BBC launches video-only platform named BBC Reel

This week saw an announcement from the BBC in the form of a new video platform, named BBC Reel. The pan-BBC platform is designed to produce its own content, and has already commissioned original videos “from more than 50 filmmakers located in 40 countries”.

To kick off the broadcast, Reel will showcase a true-story about Starlite – a substance first seen back in 1993 on Tomorrow’s World, while the weekday program will feature a “themed playlist of four to five videos”. These will be made up of originally produced content paired with BBC videos from brands like BBC Travel and BBC Culture.

Viewers will also be able to access the content on YouTube, while the platform will allow advertisers the opportunity to advertise around the videos – potentially opening up a new opportunity for brands looking to make the most of video content wherever possible.

After all, there’s no denying the power of video content. “The BBC’s truly global network of correspondents connects viewers to a staggeringly wide range of lived experience, weaving us together in a way that’s uniquely possible through the visually arresting power of video,” explains Melissa Hogenboom, editor of BBC Reel. So, will you be watching? Let us know over on Twitter, or read more on the story at The Drum.


Have we been underestimating Pinterest?

For a while now, Pinterest has been the semi-forgotten cousin in the social media family tree – with most businesses not giving it the time of day. However, it turns out that may well be about to change.

Recent numbers show growth on the platform, with monthly active user numbers increasing to 250 million. For context, Twitter reports 335 monthly active users, so Pinterest isn’t actually that far behind – a stat which might surprise some people. On top of this, ad revenue for each one of these users is expected to continue to see growth – “from $7.15 this year to $11.99 in 2020” – putting them in line with Snap, according to eMarketer.

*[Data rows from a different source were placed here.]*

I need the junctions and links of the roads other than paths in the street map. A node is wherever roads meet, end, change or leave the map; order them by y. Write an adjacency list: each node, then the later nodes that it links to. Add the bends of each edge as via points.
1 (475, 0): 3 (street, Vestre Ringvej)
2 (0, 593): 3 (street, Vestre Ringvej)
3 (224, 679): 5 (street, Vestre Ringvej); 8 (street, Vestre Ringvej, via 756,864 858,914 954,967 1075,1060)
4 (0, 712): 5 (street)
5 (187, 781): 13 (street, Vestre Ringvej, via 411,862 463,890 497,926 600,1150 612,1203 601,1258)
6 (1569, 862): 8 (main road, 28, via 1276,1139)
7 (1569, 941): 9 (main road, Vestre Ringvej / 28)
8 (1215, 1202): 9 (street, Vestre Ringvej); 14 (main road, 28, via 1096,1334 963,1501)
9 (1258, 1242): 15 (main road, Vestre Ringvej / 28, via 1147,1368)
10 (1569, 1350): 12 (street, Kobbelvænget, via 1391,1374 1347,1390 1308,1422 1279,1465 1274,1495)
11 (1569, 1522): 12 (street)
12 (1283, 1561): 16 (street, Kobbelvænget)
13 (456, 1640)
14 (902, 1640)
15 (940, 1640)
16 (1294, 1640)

Coming at a time when Pinterest seems to be launching new tools and updates, including the organisation tools launched last year, and the new ‘More Ideas’ button that started appearing this week, it could be that we see a push towards getting more traffic through the platform – including a potential new audience. If so, brands and advertisers could do well to get ahead of the curve and stake a claim to the platform before the masses descend. For more, head to Fast Company or Digital Trends.



Do you remember a time before social media?

Ah, the good ol’ days. The days before social media took over the world, and Likes, Retweets and Shares became measures by which we live our lives. But how did we get here?

Well, if you’ve found yourself asking that question before, then you’re in luck. This month sees the return of GIANTtalks, and this time around it’s all about throwing back to the early days of social media – talking about how we got to where we are today, and how we can use social media to our advantage.

We are super excited to now announce the speakers, who will be heading to the Orchard Event Centre in East Malling with us later this month to share their tips, tricks and expertise with our attendees. First up, our very own Danny Windsor, Brand & Marketing Manager and Giant Campus Head Boy, will be delivering another in his toolkit of talks, while Luke Quilter, CEO of SGM and Giant Campus, will also be sharing the expertise he’s gained over the past 15 years in the industry (that’s longer than Twitter has existed!). Finally, we are super excited to welcome Lucy Hall, head of Avviso Media and Social Day, who will be sharing her social media wisdom and letting us all know how we can be making the most of social media for businesses.